3. The method according to claim 1, characterized in that, Both the primary final-stage signal processing device and the backup final-stage signal processing device are based on the IGMPv3 protocol and switch final-stage signals by joining different multicast groups. Both the primary final-stage signal processing device and the backup final-stage signal processing device support MAB mode. Both the primary final-stage signal processing device and the backup final-stage signal processing device have at least two independently configured WAN channels. One WAN channel is used to ensure that the corresponding connected switch port address is matched to achieve Layer 3 routing switching. The other WAN channel is used to ensure that the backup final-stage signal is distributed under the same physical port using the multicast source address of the backup final-stage signal. Both the primary final-stage signal processing device and the backup final-stage signal processing device encapsulate the switched signal into IP based on the SMPTE ST.2110 standard. Each audio / video processing channel is independently configured with a multicast destination address and port number, and selects the WAN channel that matches the multicast source address of the backup final-stage signal as the source address.

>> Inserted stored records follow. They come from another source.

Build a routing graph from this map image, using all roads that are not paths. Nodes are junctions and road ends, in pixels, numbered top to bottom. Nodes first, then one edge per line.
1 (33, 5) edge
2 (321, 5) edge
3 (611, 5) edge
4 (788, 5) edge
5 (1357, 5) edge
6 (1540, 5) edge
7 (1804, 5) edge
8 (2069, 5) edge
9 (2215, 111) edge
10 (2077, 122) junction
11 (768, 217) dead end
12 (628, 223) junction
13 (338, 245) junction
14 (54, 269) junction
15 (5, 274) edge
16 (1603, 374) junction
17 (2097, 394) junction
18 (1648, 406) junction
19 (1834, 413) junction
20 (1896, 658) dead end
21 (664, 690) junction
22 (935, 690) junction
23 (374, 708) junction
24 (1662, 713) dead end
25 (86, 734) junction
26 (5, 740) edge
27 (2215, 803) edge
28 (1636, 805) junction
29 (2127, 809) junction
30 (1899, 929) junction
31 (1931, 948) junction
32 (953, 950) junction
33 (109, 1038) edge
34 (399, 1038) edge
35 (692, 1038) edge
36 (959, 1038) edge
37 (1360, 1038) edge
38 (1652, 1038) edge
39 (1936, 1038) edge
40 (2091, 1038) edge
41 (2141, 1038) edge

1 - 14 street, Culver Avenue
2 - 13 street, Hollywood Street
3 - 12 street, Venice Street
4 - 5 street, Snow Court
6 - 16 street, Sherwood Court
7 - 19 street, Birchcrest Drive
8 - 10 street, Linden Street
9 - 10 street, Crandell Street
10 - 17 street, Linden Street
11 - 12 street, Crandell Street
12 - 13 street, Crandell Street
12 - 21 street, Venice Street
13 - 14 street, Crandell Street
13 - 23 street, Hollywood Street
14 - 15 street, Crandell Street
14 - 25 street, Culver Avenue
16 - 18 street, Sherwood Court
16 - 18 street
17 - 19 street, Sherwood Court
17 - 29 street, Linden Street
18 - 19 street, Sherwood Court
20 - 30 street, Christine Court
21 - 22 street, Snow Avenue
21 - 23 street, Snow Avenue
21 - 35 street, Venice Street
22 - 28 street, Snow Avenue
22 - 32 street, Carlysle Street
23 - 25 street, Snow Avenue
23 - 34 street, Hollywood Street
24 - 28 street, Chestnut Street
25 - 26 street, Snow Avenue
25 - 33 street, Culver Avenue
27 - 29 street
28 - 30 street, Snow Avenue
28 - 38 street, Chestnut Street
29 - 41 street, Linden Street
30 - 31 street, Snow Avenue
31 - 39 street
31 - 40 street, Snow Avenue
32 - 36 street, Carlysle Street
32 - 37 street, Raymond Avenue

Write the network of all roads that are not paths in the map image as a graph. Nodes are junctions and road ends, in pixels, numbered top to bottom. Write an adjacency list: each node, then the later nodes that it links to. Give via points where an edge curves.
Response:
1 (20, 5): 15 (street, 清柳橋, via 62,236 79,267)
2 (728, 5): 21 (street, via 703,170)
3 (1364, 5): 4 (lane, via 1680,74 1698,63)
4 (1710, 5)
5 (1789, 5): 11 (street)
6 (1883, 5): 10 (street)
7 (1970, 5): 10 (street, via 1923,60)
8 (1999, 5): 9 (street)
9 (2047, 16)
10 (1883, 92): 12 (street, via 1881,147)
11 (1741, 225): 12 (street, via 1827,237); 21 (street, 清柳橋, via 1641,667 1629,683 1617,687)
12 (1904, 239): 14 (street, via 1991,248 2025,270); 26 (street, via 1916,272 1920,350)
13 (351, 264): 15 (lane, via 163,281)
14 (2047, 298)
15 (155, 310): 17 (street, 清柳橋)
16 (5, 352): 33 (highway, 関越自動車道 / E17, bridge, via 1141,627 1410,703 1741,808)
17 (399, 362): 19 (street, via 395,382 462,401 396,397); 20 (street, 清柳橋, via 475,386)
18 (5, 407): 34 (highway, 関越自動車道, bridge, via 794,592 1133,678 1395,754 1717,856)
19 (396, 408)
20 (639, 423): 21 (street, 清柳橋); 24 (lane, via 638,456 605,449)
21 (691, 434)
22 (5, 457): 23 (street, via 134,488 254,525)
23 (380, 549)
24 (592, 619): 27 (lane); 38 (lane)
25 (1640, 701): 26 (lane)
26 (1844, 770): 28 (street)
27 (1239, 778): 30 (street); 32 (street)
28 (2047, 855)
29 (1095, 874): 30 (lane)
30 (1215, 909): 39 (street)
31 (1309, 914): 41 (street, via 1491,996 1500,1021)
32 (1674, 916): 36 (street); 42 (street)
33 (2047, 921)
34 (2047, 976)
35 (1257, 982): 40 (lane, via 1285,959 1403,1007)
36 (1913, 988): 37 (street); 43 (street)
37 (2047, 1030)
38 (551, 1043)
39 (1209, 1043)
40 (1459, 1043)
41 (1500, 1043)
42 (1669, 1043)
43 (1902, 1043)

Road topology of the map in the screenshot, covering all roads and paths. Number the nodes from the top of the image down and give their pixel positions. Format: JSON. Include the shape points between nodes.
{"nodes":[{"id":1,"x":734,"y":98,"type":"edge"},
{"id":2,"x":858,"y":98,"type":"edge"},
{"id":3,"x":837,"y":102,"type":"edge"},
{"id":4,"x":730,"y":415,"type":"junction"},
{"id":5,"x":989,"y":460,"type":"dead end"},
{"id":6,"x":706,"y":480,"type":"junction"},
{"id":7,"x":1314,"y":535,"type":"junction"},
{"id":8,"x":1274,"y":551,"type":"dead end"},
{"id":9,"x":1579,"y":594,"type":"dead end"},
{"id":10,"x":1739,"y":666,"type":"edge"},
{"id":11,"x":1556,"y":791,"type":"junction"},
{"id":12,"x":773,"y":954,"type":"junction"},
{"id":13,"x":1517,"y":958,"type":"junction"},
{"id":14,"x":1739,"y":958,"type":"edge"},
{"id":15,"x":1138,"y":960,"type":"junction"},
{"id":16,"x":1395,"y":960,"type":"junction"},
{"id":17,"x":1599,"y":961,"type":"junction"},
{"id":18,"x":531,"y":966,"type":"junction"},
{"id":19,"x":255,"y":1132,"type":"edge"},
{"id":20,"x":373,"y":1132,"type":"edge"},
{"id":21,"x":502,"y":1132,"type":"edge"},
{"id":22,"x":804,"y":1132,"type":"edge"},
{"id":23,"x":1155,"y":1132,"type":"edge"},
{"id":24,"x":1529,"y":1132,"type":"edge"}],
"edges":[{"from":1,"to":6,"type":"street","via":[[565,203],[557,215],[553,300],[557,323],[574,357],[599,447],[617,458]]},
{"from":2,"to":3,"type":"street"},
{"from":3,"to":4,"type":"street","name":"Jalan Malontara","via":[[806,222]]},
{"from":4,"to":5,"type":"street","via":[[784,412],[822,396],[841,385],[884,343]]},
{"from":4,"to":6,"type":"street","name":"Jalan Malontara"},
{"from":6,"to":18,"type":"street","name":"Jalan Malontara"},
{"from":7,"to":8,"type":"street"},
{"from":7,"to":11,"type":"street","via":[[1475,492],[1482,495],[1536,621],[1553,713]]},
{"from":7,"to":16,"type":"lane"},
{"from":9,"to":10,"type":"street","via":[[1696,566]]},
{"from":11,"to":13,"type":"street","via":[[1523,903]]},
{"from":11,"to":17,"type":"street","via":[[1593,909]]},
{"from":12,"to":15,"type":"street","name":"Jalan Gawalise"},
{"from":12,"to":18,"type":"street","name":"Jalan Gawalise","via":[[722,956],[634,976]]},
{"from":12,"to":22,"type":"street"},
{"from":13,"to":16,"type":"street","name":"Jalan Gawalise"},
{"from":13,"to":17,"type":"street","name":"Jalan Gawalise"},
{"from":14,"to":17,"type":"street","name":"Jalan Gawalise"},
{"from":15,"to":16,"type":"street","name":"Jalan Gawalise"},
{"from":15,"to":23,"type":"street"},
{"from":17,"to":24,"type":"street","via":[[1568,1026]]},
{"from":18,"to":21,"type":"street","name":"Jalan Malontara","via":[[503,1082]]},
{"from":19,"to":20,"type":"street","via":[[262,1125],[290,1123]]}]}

4. The method according to claim 1, characterized in that, The backup final-stage signal processing device is at least one.

5. The method according to claim 4, characterized in that, When the multicast control system determines that the primary final-level signal processing device is malfunctioning, it synchronizes the configuration of the primary final-level signal processing device to the backup final-level signal processing device, including: When the multicast control system determines that the primary final-level signal processing device is abnormal, it determines a target backup final-level signal processing device from all backup final-level signal processing devices. The multicast control system will configure and synchronize the primary final-stage signal processing device to the target backup final-stage signal processing device. The multicast control system changes the upstream interface to the interface connecting the backup final-stage signal processing device, including: The multicast control system changes the upstream interface to the interface connecting to the target backup final-stage signal processing device.

6. The method according to claim 1, characterized in that, Both the primary final-stage signal processing device and the backup final-stage signal processing device are configured with a Layer 3 interconnect address that interconnects with the core IP switching matrix.

7. The method according to claim 1, characterized in that, Both the primary final-stage signal processing device and the backup final-stage signal processing device provide API interfaces to external devices. When the multicast control system determines that the primary final-level signal processing device is malfunctioning, it synchronizes the configuration of the primary final-level signal processing device to the backup final-level signal processing device, including: When the multicast control system determines that the primary final-level signal processing device is abnormal, it copies the signal configuration in the primary final-level signal processing device through the API interface of the primary final-level signal processing device. The multicast control system sends the signal configuration to the backup final-level signal processing device through the API interface of the backup final-level signal processing device.

8. The method according to claim 1, characterized in that, The multicast control system controls the core IP switching matrix to close the interface connected to the primary final-stage signal processing device, including: The multicast control system sends a configuration command to the core IP switching matrix via a command line. The configuration command is used to close the interface connected to the primary final-stage signal processing device. The core IP switching matrix receives and executes the configuration command.